|For a quick start, check the Color button, then click the Random button a few times.|
The kind of patterns shown here occur in nature. For example, the moon traces out a curve as it moves around the earth. As the earth orbits the sun, the pattern gets more complex. And as the sun moves around the center of our galaxy, the path the moon takes becomes remarkably similar to the patterns you see here. Mathematicians study patterns like these to better understand and describe the complicated motions of planets, satellites, machines and weather systems.
What is the math behind these drawings?
|Encyclogram draws harmonographs, spirographs, and Lissajous figures. The decaying
motion of the plot fills in the shapes with their spiralling-in echo.

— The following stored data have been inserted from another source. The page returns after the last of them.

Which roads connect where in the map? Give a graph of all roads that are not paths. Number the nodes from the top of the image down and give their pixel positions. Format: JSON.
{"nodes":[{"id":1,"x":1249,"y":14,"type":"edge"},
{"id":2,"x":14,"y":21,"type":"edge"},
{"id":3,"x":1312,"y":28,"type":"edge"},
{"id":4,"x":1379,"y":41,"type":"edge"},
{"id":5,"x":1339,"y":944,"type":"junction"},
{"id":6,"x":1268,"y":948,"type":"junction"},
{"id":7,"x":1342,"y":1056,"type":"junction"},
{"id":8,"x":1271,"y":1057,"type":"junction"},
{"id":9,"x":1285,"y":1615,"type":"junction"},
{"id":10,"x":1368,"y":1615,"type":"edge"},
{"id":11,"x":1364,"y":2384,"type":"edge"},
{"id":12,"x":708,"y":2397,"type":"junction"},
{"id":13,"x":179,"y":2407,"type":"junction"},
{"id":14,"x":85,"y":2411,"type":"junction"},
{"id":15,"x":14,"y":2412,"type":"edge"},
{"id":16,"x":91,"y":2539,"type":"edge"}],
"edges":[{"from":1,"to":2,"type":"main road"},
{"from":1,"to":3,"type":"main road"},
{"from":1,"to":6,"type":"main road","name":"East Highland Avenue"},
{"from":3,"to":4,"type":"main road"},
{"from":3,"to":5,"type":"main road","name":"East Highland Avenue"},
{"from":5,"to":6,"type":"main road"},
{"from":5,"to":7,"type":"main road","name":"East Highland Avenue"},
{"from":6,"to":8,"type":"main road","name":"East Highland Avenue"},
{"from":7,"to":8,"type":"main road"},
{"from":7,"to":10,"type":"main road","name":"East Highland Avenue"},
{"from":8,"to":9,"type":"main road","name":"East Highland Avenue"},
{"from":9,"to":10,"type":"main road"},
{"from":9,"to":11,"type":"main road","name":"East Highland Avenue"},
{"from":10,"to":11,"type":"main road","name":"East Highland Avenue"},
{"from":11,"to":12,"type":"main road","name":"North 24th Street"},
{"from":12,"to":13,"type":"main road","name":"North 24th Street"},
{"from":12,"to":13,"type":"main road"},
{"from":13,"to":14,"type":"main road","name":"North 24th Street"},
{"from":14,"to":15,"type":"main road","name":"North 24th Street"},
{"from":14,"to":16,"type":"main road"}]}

Encyclogram can also draw the curves in
varying colors against a black background, resulting in breath-taking works of art that can be as beautiful
Harmonographs are mathematically the sums of several harmonic motions in the x and y directions, decayed over time. If the decay is removed, and there are only two harmonic motions (sinusoids), one in x and one in y, then the graphs are Lissajous figures. If another harmonic motion is added to each axis, and they are all in a specific phase relationship, then spirographs can be generated. These are better-known as the result of rolling a (toothed) wheel around inside another wheel, with a pencil point through a hole in the rolling wheel.
You don't have to know any mathematics to use Encyclogram (though if you're studying trigonometry you'll find this applet is an interesting example of what can be done with sine curves!). Simply move the sliders around, and try the check boxes. Here's how it works:
At the left of the applet are two sets of x-pendulum controls; at the right of the applet are two sets of y-pendulum controls. x is the horizontal direction in the drawing area, and y is the vertical direction. Each pendulum (2 per axis) has an amplitude, frequency, and phase.

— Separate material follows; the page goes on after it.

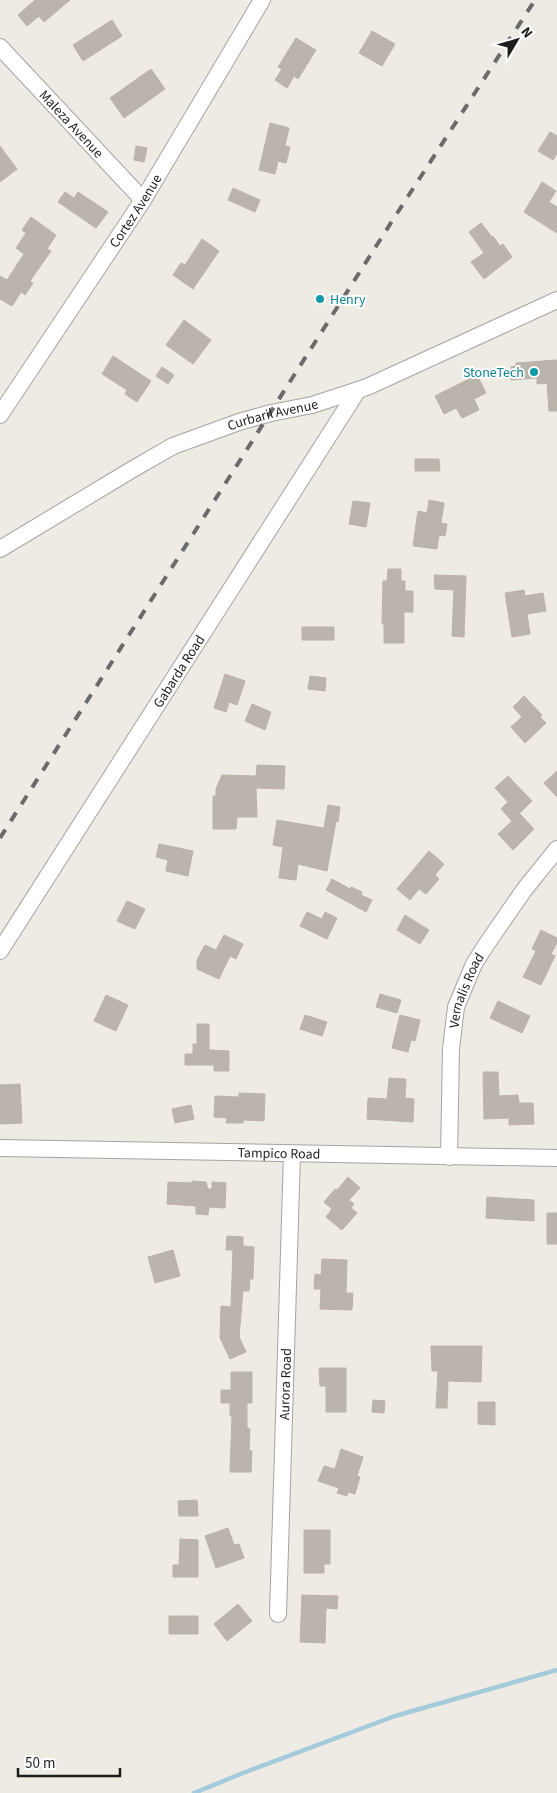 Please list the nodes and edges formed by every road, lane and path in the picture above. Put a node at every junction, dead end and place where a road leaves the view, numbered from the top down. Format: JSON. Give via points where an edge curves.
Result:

Frequency generally has the greatest effect, controlling the number of lobes. Amplitude controls the lobe sizes. Phase controls lobe orientations. Spiro gangs the x and y amplitude and frequency controls, and sets the phases for symmetric pirographs. Decay makes the curve spiral inwards. Color sets a black background, and draws the picture in color. WARNING: selecting the color option slows down the picture drawing. Thick draws a thick line. This also slows the drawing speed.

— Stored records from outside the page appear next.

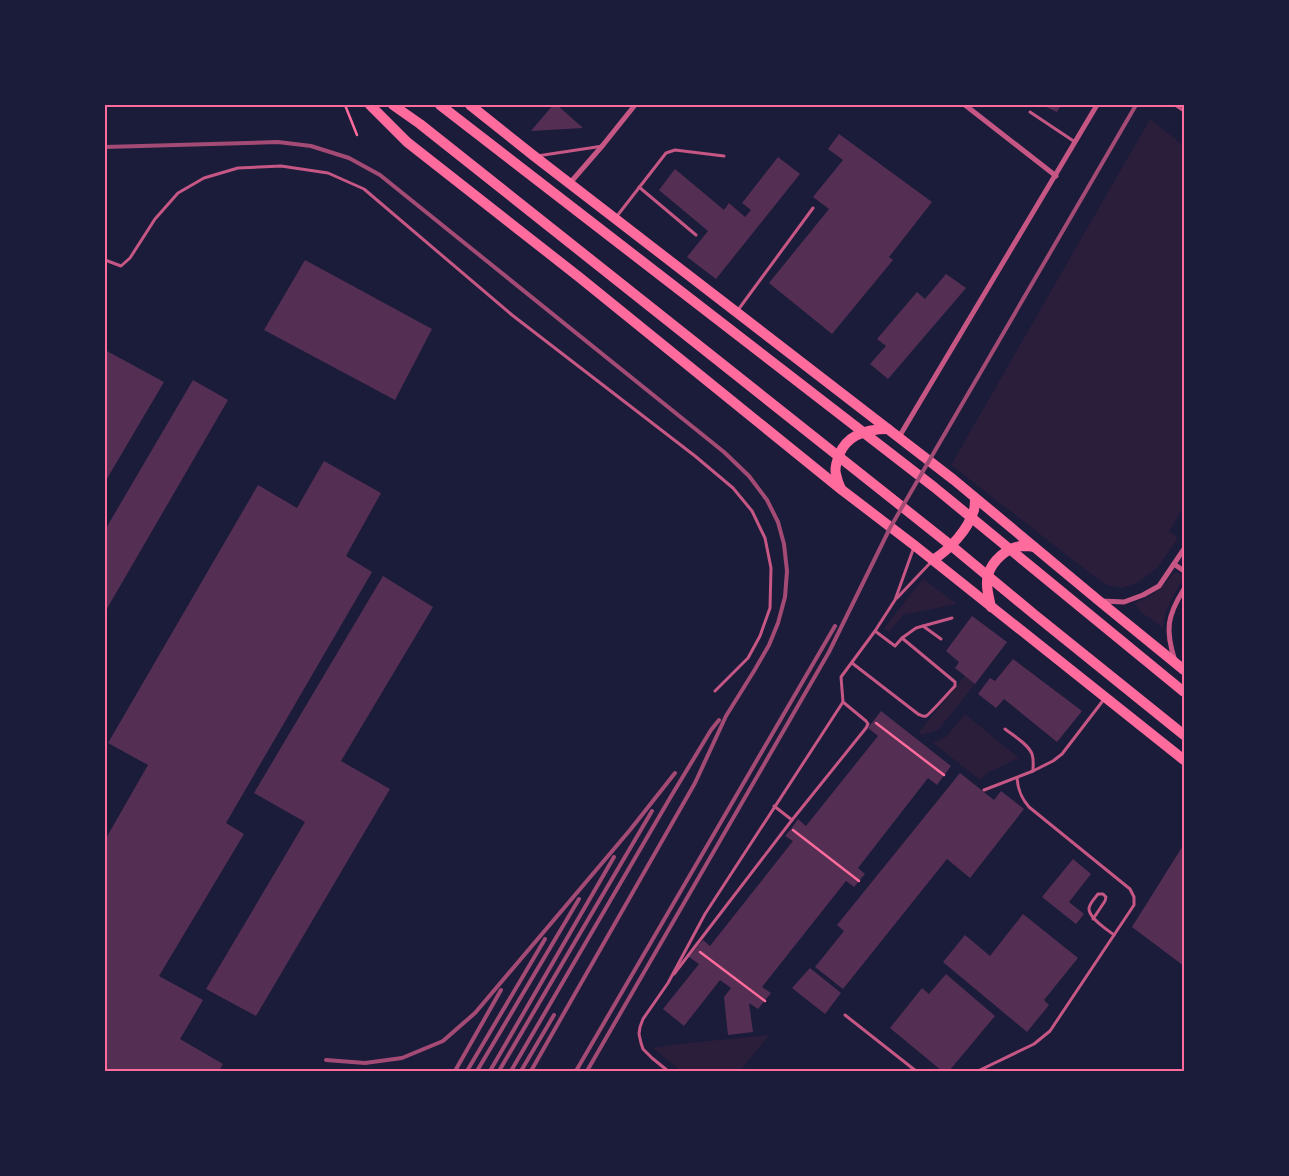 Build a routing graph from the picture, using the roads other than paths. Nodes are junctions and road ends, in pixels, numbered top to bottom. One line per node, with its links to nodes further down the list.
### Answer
1 (370, 105): 25 (main road)
2 (393, 105): 49 (main road)
3 (440, 105): 45 (main road)
4 (470, 105): 13 (main road)
5 (635, 105): 12 (street)
6 (965, 105): 15 (street)
7 (1097, 105): 11 (street)
8 (1175, 105): 9 (lane)
9 (1184, 111)
10 (1030, 112): 11 (lane)
11 (1076, 142): 15 (street)
12 (603, 146): 13 (lane); 16 (street)
13 (534, 156): 16 (main road)
14 (724, 156): 17 (lane)
15 (1056, 176): 24 (street)
16 (570, 184): 19 (main road)
17 (639, 187): 19 (lane); 20 (lane)
18 (813, 208): 22 (lane)
19 (615, 219): 22 (main road)
20 (696, 235)
21 (105, 260): 44 (lane)
22 (737, 313): 23 (main road)
23 (888, 429): 24 (main road); 25 (main road)
24 (899, 437): 26 (main road)
25 (842, 490): 27 (main road)
26 (975, 498): 28 (main road); 30 (main road)
27 (914, 546): 30 (main road); 34 (lane)
28 (1034, 547): 35 (main road); 36 (main road)
29 (1184, 550): 31 (street)
30 (933, 560): 34 (lane); 36 (main road)
31 (1174, 564): 32 (street); 35 (street)
32 (1184, 571)
33 (1184, 589): 43 (street)
34 (894, 600): 39 (lane)
35 (1098, 600): 43 (main road)
36 (991, 606): 46 (main road)
37 (952, 618): 38 (lane)
38 (923, 626): 40 (lane); 41 (lane)
39 (875, 631): 40 (lane); 42 (lane)
40 (902, 638): 42 (lane)
41 (941, 639)
42 (852, 663): 47 (lane)
43 (1180, 666)
44 (716, 691)
45 (1184, 692)
46 (1105, 698): 50 (main road); 51 (lane)
47 (842, 702): 54 (lane); 55 (lane)
48 (1005, 729): 51 (lane)
49 (1184, 735)
50 (1184, 760)
51 (1033, 771): 52 (lane)
52 (1017, 778): 53 (lane); 57 (lane)
53 (984, 790)
54 (774, 806): 55 (lane); 58 (lane)
55 (792, 820): 58 (lane)
56 (1093, 919): 56 (lane); 57 (lane)
57 (1114, 935): 62 (lane)
58 (668, 983): 60 (lane)
59 (845, 1015): 61 (lane)
60 (668, 1071)
61 (916, 1071)
62 (978, 1071)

Harmonographs: select the decay option.
Spirographs: select the spiro option. Leave the phases alone for true spirographs. You can change them for interesting effects, but the pictures won't then generally be spirographs.
Lissajous: unselect spiro and decay. Set one amplitude on each side to zero; adjust the sliders in the non-zero groups (e.g. if you set the top sliders each side to zero, adjust the bottom three sliders).
x = ( Ax1 * sin ( Fx1 * t + Px1 ) + Ax2 * sin ( Fx2 * t + Px2 ) ) * dk y = ( Ay1 * sin ( Fy1 * t + Py1 ) + Ay2 * sin ( Fy2 * t + Py2 ) ) * dk
where the As are amplitudes, the Fs are frequencies, the Ps are phases, and dk = exp ( -k * t ), for some constant k.
x = ( R + r ) * cos ( t ) - ( r + O ) * cos ( ( (R + r ) / r ) * t ) y = ( R + r ) * sin ( t ) - ( r + O ) * sin ( ( (R + r ) / r ) * t )
which is a harmonogram, by setting the decay constant to zero, Ax1 = R + r, etc, and adjusting the phase offsets to transform sine to cosine and to switch + to -.
x = sin ( n * t + c ) y = cos ( t )
which again, can be derived from the harmonogram by suitable choice of parameters.
A Lissajous figure is a path traced out in the plane by a particle each of whose coordinates are under simple harmonic motion. Such trajectories are often encountered in physics.
Lissajous figures are sometimes called Bowditch curves after Nathaniel Bowditch who considered them in 1815. They were studied in more detail (independently) by Jules-Antoine Lissajous in 1857.
The platform or the pendula are set in motion by hand. The oscillations decay, with the resulting curves getting smaller and smaller, spiralling in in a highly wobbly way. Weights are often located at various positions on the table to produce different oscillatory patterns, or the pendula lengths are adjusted.
The harmonograph was pioneered by the French physicist, Jules Antoine Lissajous in 1857. The first harmonograph actually used a light beam on a screen instead of the pens on paper that are used today. You can make your own by suspending a pencil flashlight from the ceiling by a number (e.g. 3) of strings (connect the flashlight by a few feet of string to the knot where you join the ceiling strings). Place a camera under the flashlight, darken the room and open the lens shutter for several seconds, and set the flashlight swinging in an arc.
Following the invention of the harmonograph it became a very popular device and was found in many homes. After the early 1900s it decreased in popularity and is rarely seen today.